DAVE BRIGGS: Does it make sense that it had an all time record in sales in 2022--

SEANA SMITH: No, that was surprising.

DAVE BRIGGS: --if it's an indicator? OK.

SEANA SMITH: Yeah.

DAVE BRIGGS: All right.

SEANA SMITH: I fee like we agree on that one.

DAVE BRIGGS: Fair enough. All right, so the last one, the lipstick index. The roots of this theory come from a relative of makeup giant Estee Lauder.

According to "Business Insider," Leonard Lauder observed that in 2001 when there was a recession, lipstick sales were rising. So the theory is when the economy is worse off, lipstick sales go up. Are you in, are you out on the lipstick indicator?

SEANA SMITH: I see. What they're saying, this one actually took me by surprise. It took me a while to process this. But I think if you take a step back, this is one thing that people are categorizing as a staple.

And I mean this is clear just even from the sales that we've seen over the last couple of quarters. People keep spending on beauty products. They keep spending on makeup.

That's not one of the areas where at least up until now, they've really been trimming their budget, really been pulling back on that spending. So that would point to the fact that, yes, then the lipstick index does make sense. People are going to spend more maybe on those necessities, on something like a lipstick at a time when maybe they're spending less out front.

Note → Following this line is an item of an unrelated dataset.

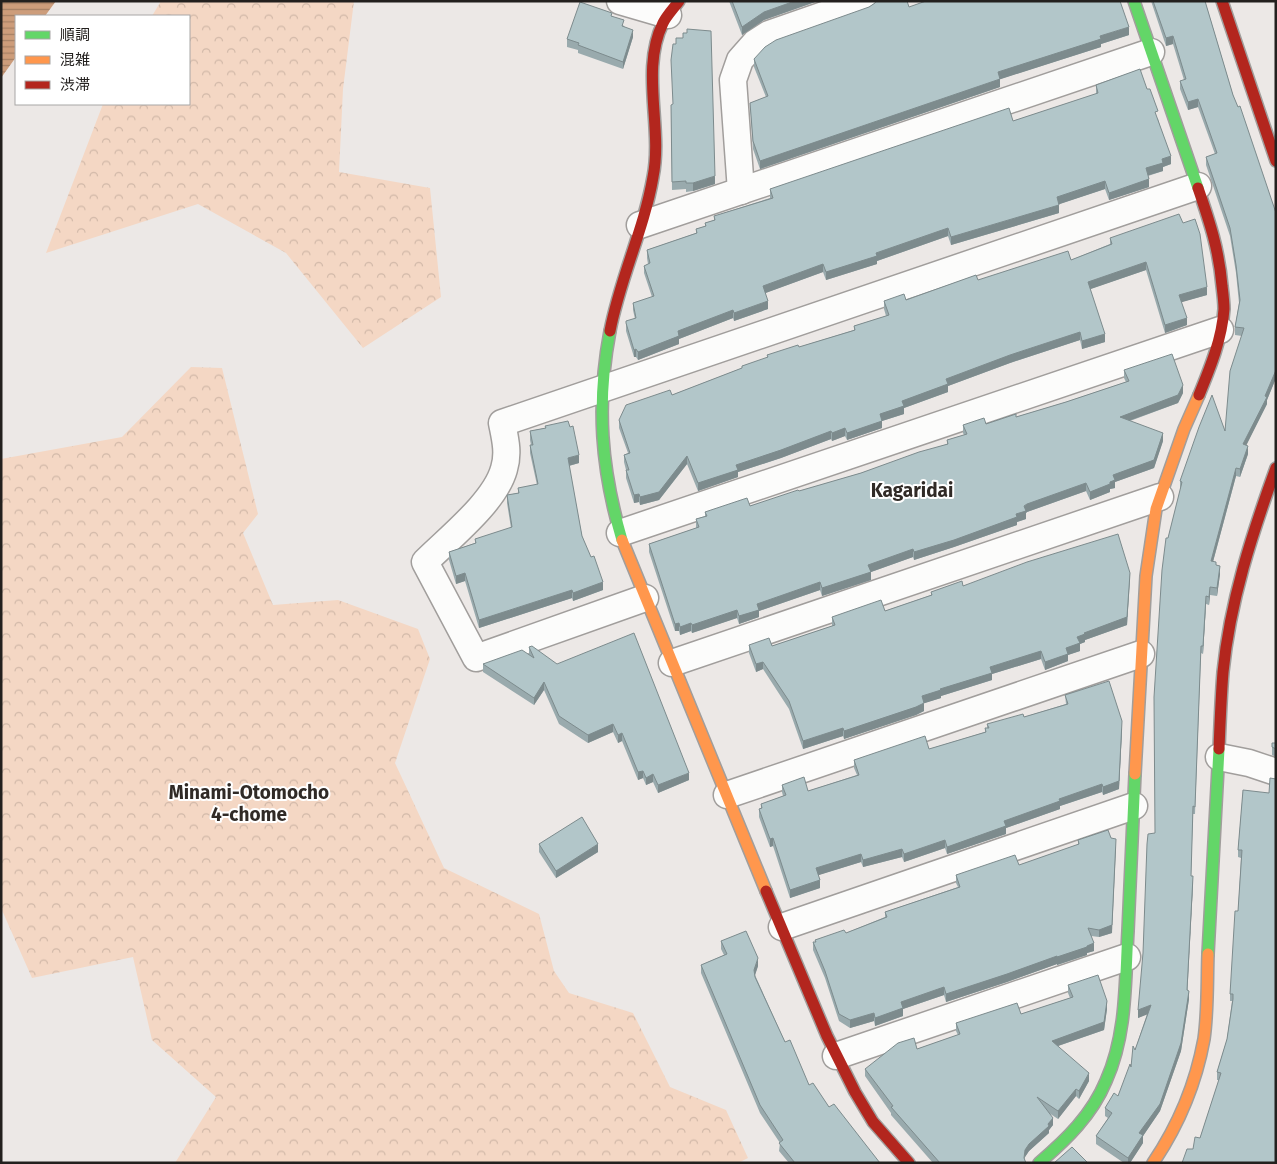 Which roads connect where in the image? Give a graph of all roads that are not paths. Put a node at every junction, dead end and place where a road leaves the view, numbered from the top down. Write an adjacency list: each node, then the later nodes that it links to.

DAVE BRIGGS: Yeah, the Ulta stock would tell you that one is pretty spot on. I think it's more recession proof than anything else. But I think it's more for the ladies. My makeup usage tends to be pretty linear based on television, so I'd have to lean on your expertise in this.

SEANA SMITH: Yeah, I think it makes sense. All right, so let's write them, OK? The cardboard box indicator--

DAVE BRIGGS: Number one.

SEANA SMITH: --the champagne index--

DAVE BRIGGS: Oh, sorry.

SEANA SMITH: --and the lipstick. So your cardboard box number one, right?

DAVE BRIGGS: No question.

SEANA SMITH: Champagne index number two, lipstick index number three. I'm good to settle with that.

DAVE BRIGGS: OK, I would flip two and three, but I wouldn't have a major disagreement with that list. I just might flip two and three. I think we definitely agree cardboard box number one.

SEANA SMITH: Cardboard box is definitely the number one. That one makes the most sense. You're shopping less in a recession.